I have seen good huts cobbled together with pallets and t-post - or you could use two cattle panels staked and bent over with a tarp coveeing over - just a couple of ideas if your budget is limited.


----------



## Painted Pony (Apr 12, 2009)

Oh Amy, I'm so sorry your goat shelter is falling apart. I appreciate you sharing your story because I was looking at buying one of these and we get winds at 30-50 MPH in the winters regularly. The high winds are the reason I held off buying one. I have looked at the carports with sides that come to the ground and then build doors for the front and back of it that can be opened and closed depending on the weather. 

I know a woman that has a bunch of the calf hutches and she LOVES them. She got them at auction so they were a good price. She has enough hutches to house about 100 goats in weather similar to mine. If I could get them used I would but the new ones with shipping are as much as building another barn addition so I am holding off still. 

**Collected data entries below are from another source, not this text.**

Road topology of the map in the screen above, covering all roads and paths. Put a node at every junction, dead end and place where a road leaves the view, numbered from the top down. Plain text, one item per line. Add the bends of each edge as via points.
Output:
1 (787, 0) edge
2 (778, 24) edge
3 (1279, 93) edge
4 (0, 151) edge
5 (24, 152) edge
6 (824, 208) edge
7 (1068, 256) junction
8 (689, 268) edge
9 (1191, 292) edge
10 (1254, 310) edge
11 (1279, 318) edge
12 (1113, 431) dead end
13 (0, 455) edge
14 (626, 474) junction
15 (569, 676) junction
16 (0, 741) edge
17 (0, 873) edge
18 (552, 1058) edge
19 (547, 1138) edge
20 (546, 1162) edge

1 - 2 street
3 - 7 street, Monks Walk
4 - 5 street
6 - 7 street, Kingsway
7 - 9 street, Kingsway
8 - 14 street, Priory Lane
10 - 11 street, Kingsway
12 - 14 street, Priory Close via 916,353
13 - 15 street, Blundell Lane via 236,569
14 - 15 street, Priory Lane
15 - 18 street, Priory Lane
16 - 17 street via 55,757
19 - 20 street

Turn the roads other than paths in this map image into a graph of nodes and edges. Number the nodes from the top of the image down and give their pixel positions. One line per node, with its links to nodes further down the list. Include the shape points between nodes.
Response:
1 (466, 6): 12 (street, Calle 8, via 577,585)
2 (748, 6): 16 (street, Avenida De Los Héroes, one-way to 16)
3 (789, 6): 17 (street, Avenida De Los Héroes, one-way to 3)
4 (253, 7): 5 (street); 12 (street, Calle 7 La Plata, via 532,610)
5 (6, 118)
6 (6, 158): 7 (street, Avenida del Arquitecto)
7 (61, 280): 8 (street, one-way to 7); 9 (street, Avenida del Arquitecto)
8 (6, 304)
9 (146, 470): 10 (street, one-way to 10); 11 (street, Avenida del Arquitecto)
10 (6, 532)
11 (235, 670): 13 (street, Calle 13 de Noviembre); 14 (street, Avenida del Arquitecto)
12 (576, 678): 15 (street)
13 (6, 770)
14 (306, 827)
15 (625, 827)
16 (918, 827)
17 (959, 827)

To get you through the winter could you repair the current tarp cover and then stretch another covering over it? Maybe some heavy duty glue on a big garden netting or tarp patch? Can you put some large hay bales around the outside of it to help protect the tarp from the winds? Maybe a few cattle panels bent over the current shelter so the tarp is sandwiched between the cattle panels and the regular frame so it holds up better? Seems one of those may help it last through the winter. I hope you get something worked out for the goaties.


----------



## billinohio (Jun 24, 2009)

I don't know if thee is a difference between some of the Shelter logic models....???? I have had one for abot 3 years. It has been through 60 mph winds.......and we have windgusts up to 60 mph today......and it seems to be doing fine. Mine is an "Instant Garage," and it is 12' X 20' in size.
Another friend of mine has 2 of them. One of them she has had for about 8 years, and just replaced the tarp covering this year.


----------



## luvzmybabz (Sep 15, 2008)

ezekielsgarden said:


> DH and I are thinking of a simple 3-sided plywood box (and roof), about 4' high (one sheet of plywood on its side) and 8' wide across back and 4' sides (3 sheets of plywood total) on a treated 4x4 frame. Either that or round hay bales with a plywood roof. Just something to get us through the winter. It necessarily has to be as cheap as possible without sacrificing the goats' health & safety due to budget constraints.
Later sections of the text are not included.